> _Requirement_: Return all lines of the records that contain the word "image".

(Stored items from a collection)
* * * * *

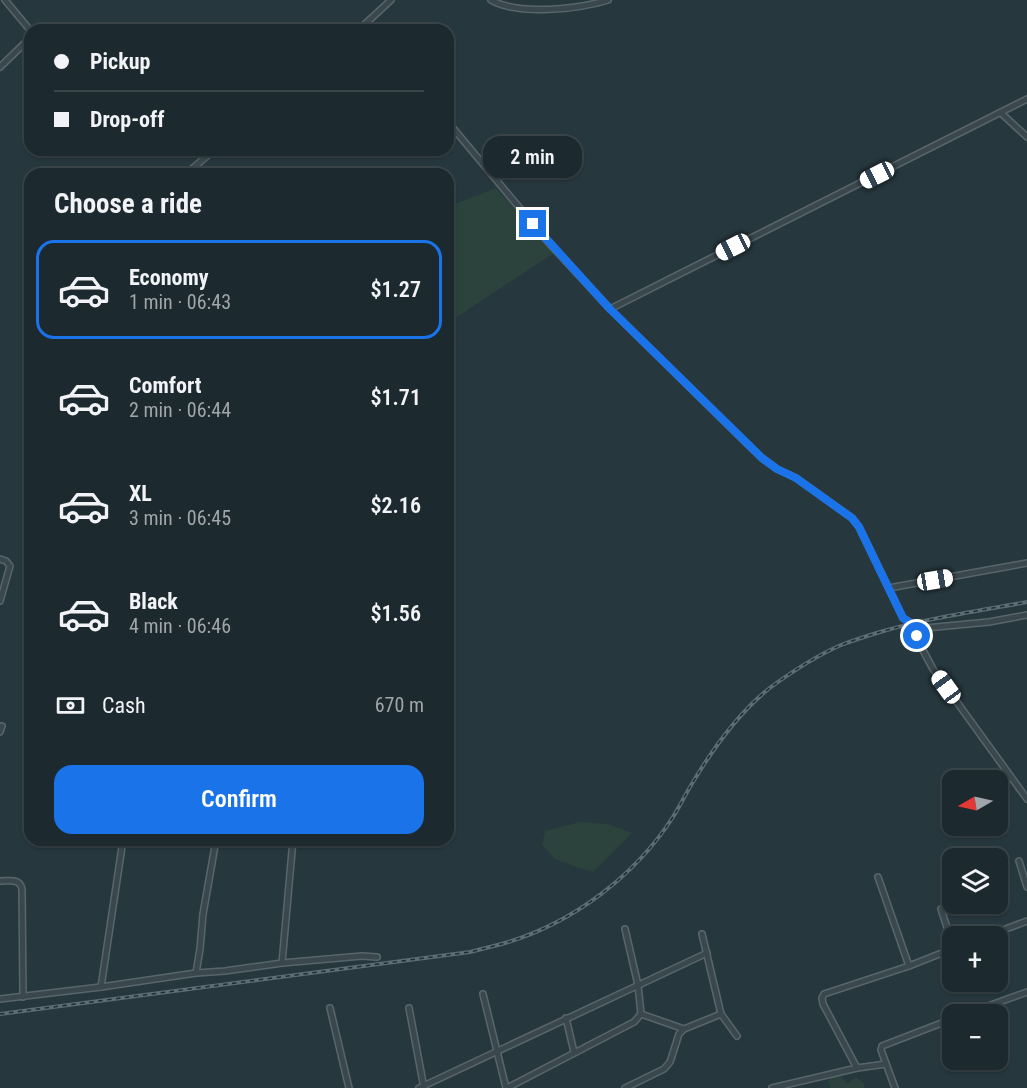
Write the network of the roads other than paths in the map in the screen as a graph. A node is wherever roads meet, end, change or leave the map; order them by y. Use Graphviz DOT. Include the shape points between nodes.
graph roads {
  1 [pos="5,0"];
  2 [pos="391,0"];
  3 [pos="492,0"];
  4 [pos="608,0"];
  5 [pos="25,24"];
  6 [pos="365,24"];
  7 [pos="24,44"];
  8 [pos="0,67"];
  9 [pos="1027,99"];
  10 [pos="1001,113"];
  11 [pos="454,129"];
  12 [pos="1027,137"];
  13 [pos="207,156"];
  14 [pos="193,168"];
  15 [pos="610,309"];
  16 [pos="0,560"];
  17 [pos="1027,563"];
  18 [pos="889,588"];
  19 [pos="0,601"];
  20 [pos="1027,615"];
  21 [pos="915,629"];
  22 [pos="1027,799"];
  23 [pos="122,846"];
  24 [pos="215,846"];
  25 [pos="292,846"];
  26 [pos="1019,861"];
  27 [pos="878,877"];
  28 [pos="0,881"];
  29 [pos="1027,887"];
  30 [pos="941,909"];
  31 [pos="1027,921"];
  32 [pos="946,926"];
  33 [pos="1008,928"];
  34 [pos="626,929"];
  35 [pos="702,934"];
  36 [pos="707,952"];
  37 [pos="942,953"];
  38 [pos="377,957"];
  39 [pos="282,963"];
  40 [pos="909,966"];
  41 [pos="196,973"];
  42 [pos="638,985"];
  43 [pos="100,987"];
  44 [pos="1027,992"];
  45 [pos="483,994"];
  46 [pos="23,997"];
  47 [pos="0,999"];
  48 [pos="994,1004"];
  49 [pos="330,1008"];
  50 [pos="409,1008"];
  51 [pos="641,1014"];
  52 [pos="721,1014"];
  53 [pos="566,1018"];
  54 [pos="942,1023"];
  55 [pos="684,1029"];
  56 [pos="737,1036"];
  57 [pos="496,1051"];
  58 [pos="574,1052"];
  59 [pos="885,1064"];
  60 [pos="857,1068"];
  61 [pos="422,1087"];
  62 [pos="349,1088"];
  63 [pos="506,1088"];
  64 [pos="625,1088"];
  65 [pos="772,1088"];
  66 [pos="895,1088"];
  1 -- 5 [label="street"];
  2 -- 6 [label="street"];
  3 -- 4 [label="street" via="527,10 587,6"];
  7 -- 8 [label="street"];
  9 -- 10 [label="street"];
  10 -- 12 [label="street"];
  10 -- 15 [label="street"];
  11 -- 15 [label="street"];
  13 -- 14 [label="street"];
  15 -- 18 [label="street" via="762,458 852,518"];
  16 -- 19 [label="street" via="10,566"];
  17 -- 18 [label="street"];
  18 -- 21 [label="street" via="903,618"];
  20 -- 21 [label="street"];
  21 -- 22 [label="street" via="933,669"];
  23 -- 43 [label="street"];
  24 -- 41 [label="street"];
  25 -- 39 [label="street"];
  26 -- 29 [label="street"];
  27 -- 40 [label="street"];
  28 -- 46 [label="street" via="17,881 22,889"];
  30 -- 32 [label="street"];
  31 -- 33 [label="street"];
  34 -- 42 [label="street"];
  35 -- 36 [label="street"];
  36 -- 42 [label="street"];
  36 -- 52 [label="street"];
  37 -- 40 [label="street"];
  38 -- 39 [label="street"];
  39 -- 41 [label="street"];
  40 -- 60 [label="street" via="827,992 822,998"];
  41 -- 43 [label="street"];
  42 -- 51 [label="street"];
  42 -- 53 [label="street"];
  43 -- 46 [label="street"];
  44 -- 48 [label="street"];
  45 -- 57 [label="street"];
  46 -- 47 [label="street"];
  49 -- 62 [label="street"];
  50 -- 61 [label="street"];
  51 -- 55 [label="street"];
  51 -- 58 [label="street" via="634,1022"];
  52 -- 55 [label="street"];
  52 -- 56 [label="street"];
  53 -- 57 [label="street"];
  53 -- 58 [label="street"];
  54 -- 59 [label="street" via="883,1045"];
  55 -- 64 [label="street" via="664,1069"];
  57 -- 61 [label="street"];
  57 -- 63 [label="street"];
  58 -- 63 [label="street"];
  59 -- 60 [label="street"];
  59 -- 66 [label="street"];
  60 -- 65 [label="street"];
}
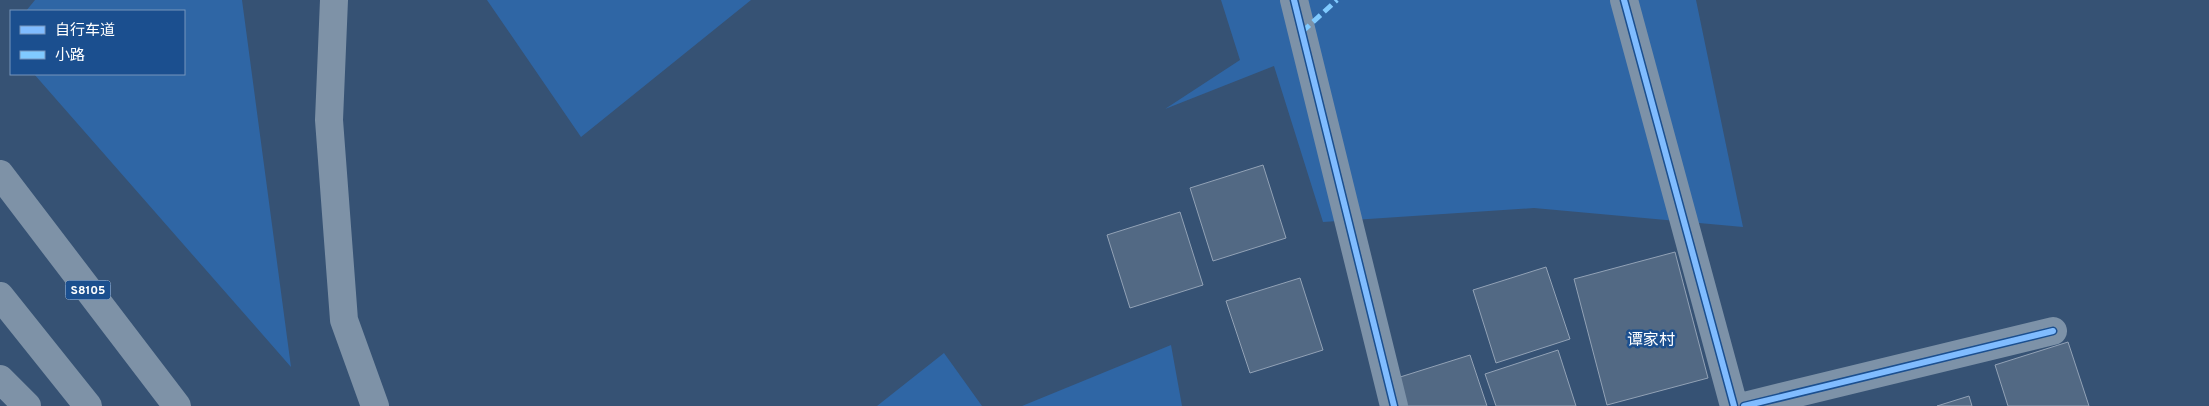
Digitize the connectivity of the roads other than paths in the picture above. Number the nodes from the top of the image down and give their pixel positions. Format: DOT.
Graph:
graph roads {
  1 [pos="334,0"];
  2 [pos="1294,0"];
  3 [pos="1624,0"];
  4 [pos="0,174"];
  5 [pos="0,296"];
  6 [pos="2053,331"];
  7 [pos="0,379"];
  8 [pos="27,406"];
  9 [pos="88,406"];
  10 [pos="177,406"];
  11 [pos="375,406"];
  12 [pos="1394,406"];
  13 [pos="1734,406"];
  14 [pos="1744,406"];
  1 -- 11 [label="highway"];
  2 -- 12 [label="street"];
  3 -- 13 [label="street"];
  4 -- 10 [label="highway, S8105"];
  5 -- 9 [label="highway"];
  6 -- 14 [label="street"];
  7 -- 8 [label="highway"];
}
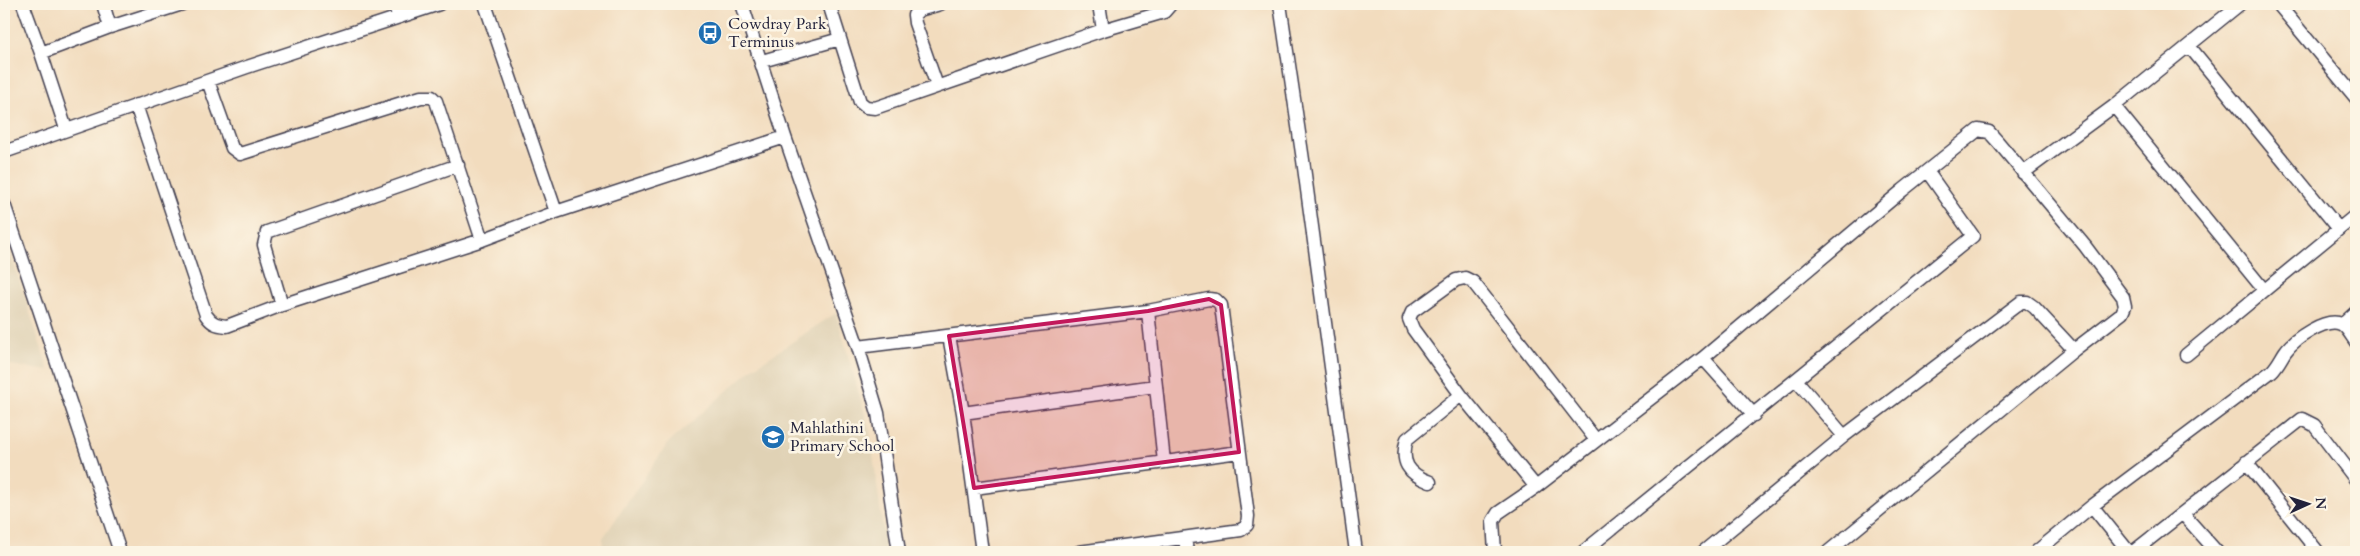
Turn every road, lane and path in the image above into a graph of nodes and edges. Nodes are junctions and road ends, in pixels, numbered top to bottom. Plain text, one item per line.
1 (23, 4) edge
2 (103, 4) edge
3 (182, 4) edge
4 (394, 4) edge
5 (439, 4) edge
6 (485, 4) edge
7 (742, 4) edge
8 (829, 4) edge
9 (940, 4) edge
10 (1099, 4) edge
11 (1171, 4) edge
12 (1280, 4) edge
13 (2240, 4) edge
14 (2278, 4) edge
15 (399, 17) junction
16 (110, 27) junction
17 (1103, 30) junction
18 (840, 39) junction
19 (2189, 46) junction
20 (41, 53) junction
21 (762, 61) junction
22 (208, 81) junction
23 (937, 86) junction
24 (2356, 98) edge
25 (136, 105) junction
26 (2114, 106) junction
27 (66, 129) junction
28 (785, 137) junction
29 (4, 152) edge
30 (458, 164) junction
31 (1927, 171) junction
32 (2023, 173) junction
33 (4, 204) edge
34 (556, 212) junction
35 (2356, 215) edge
36 (2339, 229) junction
37 (482, 240) junction
38 (2264, 290) junction
39 (282, 305) junction
40 (1148, 311) junction
41 (2356, 312) edge
42 (2343, 324) junction
43 (949, 336) junction
44 (2356, 342) edge
45 (858, 347) junction
46 (2074, 350) junction
47 (2186, 355) dead end
48 (1703, 358) junction
49 (1797, 381) junction
50 (1155, 386) junction
51 (1461, 394) junction
52 (963, 413) junction
53 (1754, 415) junction
54 (1844, 436) junction
55 (1596, 440) junction
56 (1239, 452) junction
57 (1164, 462) junction
58 (2246, 462) junction
59 (2356, 480) edge
60 (1430, 482) dead end
61 (1536, 487) junction
62 (974, 488) junction
63 (2092, 506) junction
64 (2183, 514) junction
65 (1185, 538) junction
66 (120, 552) edge
67 (899, 552) edge
68 (982, 552) edge
69 (1079, 552) edge
70 (1187, 552) edge
71 (1356, 552) edge
72 (1495, 552) edge
73 (1583, 552) edge
74 (1703, 552) edge
75 (1828, 552) edge
76 (2036, 552) edge
77 (2128, 552) edge
78 (2133, 552) edge
79 (2216, 552) edge
80 (2318, 552) edge

1 - 20 street
2 - 16 street
3 - 16 street
4 - 15 street
5 - 15 street
6 - 34 street
7 - 21 street
8 - 18 street
9 - 23 street
10 - 17 street
11 - 17 street
12 - 71 street
13 - 19 street
14 - 24 street
15 - 22 street
16 - 20 street
17 - 23 street
18 - 21 street
18 - 23 street
19 - 26 street
19 - 36 street
20 - 27 street
21 - 28 street
22 - 25 street
22 - 30 street
25 - 27 street
25 - 39 street
26 - 32 street
26 - 38 street
27 - 29 street
28 - 34 street
28 - 45 street
30 - 37 street
30 - 39 street
31 - 32 street
31 - 48 street
31 - 49 street
32 - 46 street
33 - 66 street
34 - 37 street
35 - 36 street
36 - 38 street
37 - 39 street
38 - 47 street
40 - 43 street
40 - 50 street
40 - 56 street
41 - 42 street
42 - 44 street
42 - 63 street
43 - 45 street
43 - 52 street
45 - 67 street
46 - 54 street
46 - 75 street
48 - 53 street
48 - 55 street
49 - 53 street
49 - 54 street
50 - 52 street
50 - 57 street
51 - 55 street
51 - 60 street
51 - 61 street
52 - 62 street
53 - 73 street
54 - 74 street
55 - 61 street
56 - 57 street
56 - 65 street
57 - 62 street
58 - 59 street
58 - 64 street
58 - 80 street
61 - 72 street
62 - 68 street
63 - 76 street
63 - 77 street
64 - 78 street
64 - 79 street
65 - 69 street
65 - 70 street

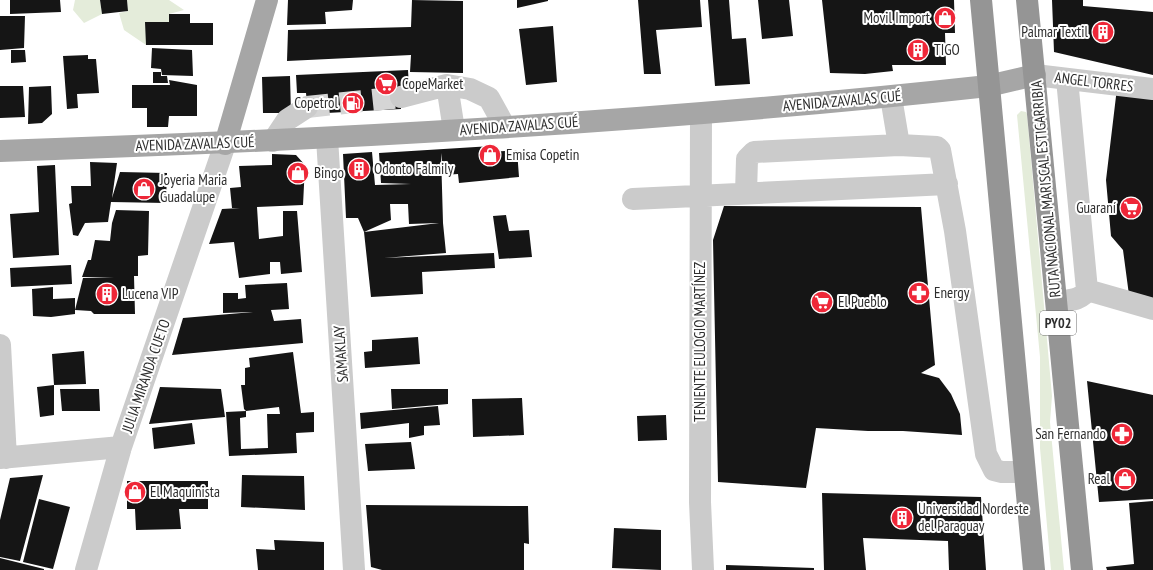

* * * * *

> _Written response_:
Digitize the connectivity of the roads other than paths in the picture above. Number the nodes from the top of the image down and give their pixel positions. Format: DOT.
Turn every road, lane and path in the image above into a graph of nodes and edges. Nodes are junctions and road ends, in pixels, numbered top to bottom. Plain text, one item per line.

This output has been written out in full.